Shepperton Ferry was built by Swan Hunter & Wigham Richardson Ltd, Low Walker, Northumberland as Yard Number 1450 for the Southern Railway. Launched on 23 October 1934, she was completed in March 1935 and entered service on the Dover - Dunkerque route. Shepperton Ferry was allocated the Official Number 163583.[2] Her port of registry was London and she was allocated the Code Letters GYJJ.[1] The ship could carry 12 sleeping cars or 40 railway wagons. She also had space for 25 motor cars and 500 passengers.[3] On 21 December 1938, Shepperton Ferry was involved in a collision with a Dutch coaster 7 nautical miles (13 km) off the Dyke Lightship.[4]

In 1939, Shepperton Ferry was requsitioned by the Admiralty and converted to a minelayer for the Royal Navy under the name HMS Shepperton.[2] Her pennant number was M83. She was armed with a 4" Anti-Aircraft gun and two .303 machine guns and carried 270 mines.[5] She operated in the English Channel.[6] She remained in Royal Naval service until 5 May 1941 when she was declared a Constructive Total Loss after an air raid at Belfast. [7] Other sources state that in 1940, she was transferred to the Ministry of War Transport and regained her original name.[5] She was converted to a troopship and used on the Stranraer - Larne route.[6] In 1944, Shepperton Ferry was converted to a heavy lift ship. She was fitted with a gantry crane which enabled her to lift steam locomotives.[2]

Following the cessation of hostilities, Shepperton Ferry was converted back to a train ferry and returned to the Southern Railway. She returned to the Dover - Dunkerque route. Ownership passed to the British Transport Commission upon the nationalisation of the railways in 1948.[6] In 1950, Shepperton Ferry was fitted with additional flooring on her train deck, which gave her a capacity of 100 motor cars.[8] On 29 November, she struck the submerged wreck of a Royal Navy Motor Torpedo Boat at Dunkerque in a gale. She was freed by five tugs.[9]

Following the loss of Princess Victoria on 31 January 1953, alterations were made to Shepperton Ferry to strengthen her as a result of recommendations made by the court of inquiry into that disaster.[10]

In each of the years between 1962 and 1965, Shepperton Ferry spent up to a month on the Stranraer - Larne route. With the introduction of IMO Numbers in the late 1960s, she was allocated the IMO Number 5322544. was withdrawn from service on 26 August 1972 and laid up at Dover before being sold to Hierro Ardes SA, Bilbao, Spain for scrapping. Shepperton Ferry arrived at Bilboa for scrapping on 17 September 1972.[6]
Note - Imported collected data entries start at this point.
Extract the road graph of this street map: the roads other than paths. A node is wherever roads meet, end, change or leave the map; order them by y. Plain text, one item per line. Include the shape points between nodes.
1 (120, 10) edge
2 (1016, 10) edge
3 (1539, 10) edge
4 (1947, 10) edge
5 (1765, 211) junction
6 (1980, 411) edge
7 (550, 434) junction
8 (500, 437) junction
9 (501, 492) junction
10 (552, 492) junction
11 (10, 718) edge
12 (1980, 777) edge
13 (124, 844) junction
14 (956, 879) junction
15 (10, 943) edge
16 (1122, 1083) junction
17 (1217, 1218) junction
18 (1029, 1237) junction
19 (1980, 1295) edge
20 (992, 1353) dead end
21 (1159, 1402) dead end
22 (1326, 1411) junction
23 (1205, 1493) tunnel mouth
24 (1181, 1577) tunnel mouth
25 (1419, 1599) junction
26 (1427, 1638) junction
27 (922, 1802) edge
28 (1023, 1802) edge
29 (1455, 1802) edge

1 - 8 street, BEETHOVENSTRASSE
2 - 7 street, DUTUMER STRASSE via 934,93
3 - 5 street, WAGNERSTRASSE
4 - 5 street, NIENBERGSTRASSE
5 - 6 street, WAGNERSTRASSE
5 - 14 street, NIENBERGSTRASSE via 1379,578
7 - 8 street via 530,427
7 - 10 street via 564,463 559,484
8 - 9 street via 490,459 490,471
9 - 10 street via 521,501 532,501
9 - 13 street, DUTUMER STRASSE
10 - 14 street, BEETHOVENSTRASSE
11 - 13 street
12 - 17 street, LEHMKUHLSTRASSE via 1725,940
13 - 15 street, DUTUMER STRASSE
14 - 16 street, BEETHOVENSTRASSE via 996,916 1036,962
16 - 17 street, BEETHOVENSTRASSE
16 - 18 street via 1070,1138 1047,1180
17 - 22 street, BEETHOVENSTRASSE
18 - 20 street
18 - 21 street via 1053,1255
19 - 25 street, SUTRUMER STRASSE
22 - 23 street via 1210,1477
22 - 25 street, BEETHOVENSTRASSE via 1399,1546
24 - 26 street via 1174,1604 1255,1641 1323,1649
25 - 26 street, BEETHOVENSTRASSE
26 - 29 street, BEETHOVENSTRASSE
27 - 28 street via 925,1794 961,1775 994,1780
  1. Lloyd's of London. "LLOYD'S REGISTER, STEAMERS & MOTORSHIPS" (PDF). Plimsoll Ship Data. Retrieved 8 January 2014.
  2. "Shepperton Ferry". Tyne Built Ships. Retrieved 8 January 2014.
  3. "TRAIN FERRY TO FRANCE". The Times (47229). London. 23 November 1935. col E, p. 11.
  4. "CASUALTY REPORTS". The Times (48184). London. 22 December 1938. col G, p. 23.
  5. "HMS Shepperton (M 83)". Uboat. Retrieved 8 January 2014.
  6. "S/S SHEPPERTON FERRY" (in Swedish). Fakta om Fartyg. Retrieved 8 January 2014.
  7. Cocker, M (1993). Mine Warfare Vessels of the Royal Navy 1908-date. Shrewsbury: Airlife. p. 55. ISBN 1853103284.
  8. "BETTER CROSS-CHANNEL SERVICES FOR CARS". The Times (51611). London. 9 February 1950. col C, p. 4.
  9. "DOVER-DUNKIRK FERRY STRIKES WRECK". The Times (51862). London. 30 November 1950. col E, p. 6.
  10. "FERRY SHIPS TO BE STRENGTHENED". The Times (52647). London. 13 June 1953. col C, p. 3.